AN ALTERNATIVE STATE OF MIND
In 2023, these indie artists offer an alternative to the pop-country acts dominating mainstream charts like Morgan Wallen, Luke Combs, and Jason Aldean. The movement is led by female performers, for one, and artists who don't immediately fit into a traditional genre format.
They also offer an alternative to traditional images of indie rock: instead of shying away from their geographic identities — like moving to New York and smoothing out to “y’alls” and “ma’ams” from their speech and music — they’re embracing them. Banjos and lap steel abound. Songs about God, rural roads, trucks, guns, humidity, and crickets do, too.

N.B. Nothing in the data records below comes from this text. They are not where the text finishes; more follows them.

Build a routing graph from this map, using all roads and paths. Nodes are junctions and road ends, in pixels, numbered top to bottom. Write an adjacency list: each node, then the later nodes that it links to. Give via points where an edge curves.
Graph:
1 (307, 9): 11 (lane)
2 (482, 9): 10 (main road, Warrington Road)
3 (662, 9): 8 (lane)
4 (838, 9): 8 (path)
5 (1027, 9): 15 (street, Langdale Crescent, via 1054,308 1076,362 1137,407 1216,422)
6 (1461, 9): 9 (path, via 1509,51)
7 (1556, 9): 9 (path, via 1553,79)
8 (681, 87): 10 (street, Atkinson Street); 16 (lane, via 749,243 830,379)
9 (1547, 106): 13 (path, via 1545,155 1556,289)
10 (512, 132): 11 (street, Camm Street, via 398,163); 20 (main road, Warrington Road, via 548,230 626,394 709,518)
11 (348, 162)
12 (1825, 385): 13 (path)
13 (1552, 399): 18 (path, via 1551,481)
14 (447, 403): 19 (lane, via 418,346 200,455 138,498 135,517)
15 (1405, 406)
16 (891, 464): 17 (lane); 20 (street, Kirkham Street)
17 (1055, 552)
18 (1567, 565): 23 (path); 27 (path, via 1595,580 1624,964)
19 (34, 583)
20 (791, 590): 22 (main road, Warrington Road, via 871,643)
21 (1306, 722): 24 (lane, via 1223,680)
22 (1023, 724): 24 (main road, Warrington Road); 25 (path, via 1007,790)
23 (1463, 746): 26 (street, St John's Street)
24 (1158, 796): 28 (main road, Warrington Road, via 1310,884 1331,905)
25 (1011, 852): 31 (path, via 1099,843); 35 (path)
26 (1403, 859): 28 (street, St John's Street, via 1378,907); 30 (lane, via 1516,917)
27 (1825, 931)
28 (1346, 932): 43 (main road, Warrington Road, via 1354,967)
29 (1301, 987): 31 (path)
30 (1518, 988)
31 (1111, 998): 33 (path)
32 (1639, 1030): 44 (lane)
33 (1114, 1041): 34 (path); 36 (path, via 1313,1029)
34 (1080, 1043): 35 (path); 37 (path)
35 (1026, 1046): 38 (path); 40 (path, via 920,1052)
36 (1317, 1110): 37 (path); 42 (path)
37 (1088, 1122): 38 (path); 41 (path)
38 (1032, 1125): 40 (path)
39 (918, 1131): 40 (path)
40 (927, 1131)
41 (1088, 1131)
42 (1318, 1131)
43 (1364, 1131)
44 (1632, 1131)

Like Turi, Jess Williamson of Plains sees the connection to country music from a more traditional indie rock audience as a post-COVID-19 lockdown revelation. “We saw people leaving cities, moving to smaller towns and out to the country. We saw people in cities baking bread, starting herb gardens, craving something simple, nostalgic, and that feels good,” she said.
“On tour, we covered ‘Goodbye Earl’ by the Chicks, everyone is singing along, and that’s the least cool s--- I can imagine. People are through being cool and are embracing who we are and what we really like. And for a lot of people, that’s country music.”
She says she had to leave the South in order to return to it and fully appreciate her love for both it and country music, the way “Texans leave and then immediately get a tattoo of the state of Texas,” she says, laughing.
KEEPING IT CLOSE TO HOME
Karly Hartzman, frontperson of the Ashville band Wednesday, has never left North Carolina. “I think where we live is inseparable from our music at this point. Of course, we are influenced by country music, but country music sounds and feels the way it does because of the environment it’s made in. A great country song feels like where it’s from,” she says.
Wednesday's 2023 full-length “Rat Saw God” made AP's best albums of the year list for its alt-country rock sensibility, where pulling the listener into the quiet parts of a Carolinas hometown is as much a part of the sonic fabric as lap steel or guitar fuzz or a poetic line sung out of key.
Hartzmann adds that the complications of living in the South are “the stereotypes … which are founded of course. The politics, the racism, and the inequity,” she says. “I’m strongly against leaving this place ’cause I disagree with the politics of those in power, though. It’s invigorating cause I feel empowered to fight against that (expletive), especially for those who are unable to do that themselves here.”
She says the South is her “favorite place on Earth" — beyond its influential music — but the appeal to stick around and create there is economic, too, which may have an impact on indie artists pulling from country sounds.
“I think affordability is a big factor for people trying to make it from their hometowns now instead of moving to big cities,” she says. “The internet makes that possible, obviously.”
It also means, for listeners on an Indie Twang playlist, or those at a rock club in a major city or a honky tonk in a small town, new approaches to familiar Southern sounds are more accessible than ever before.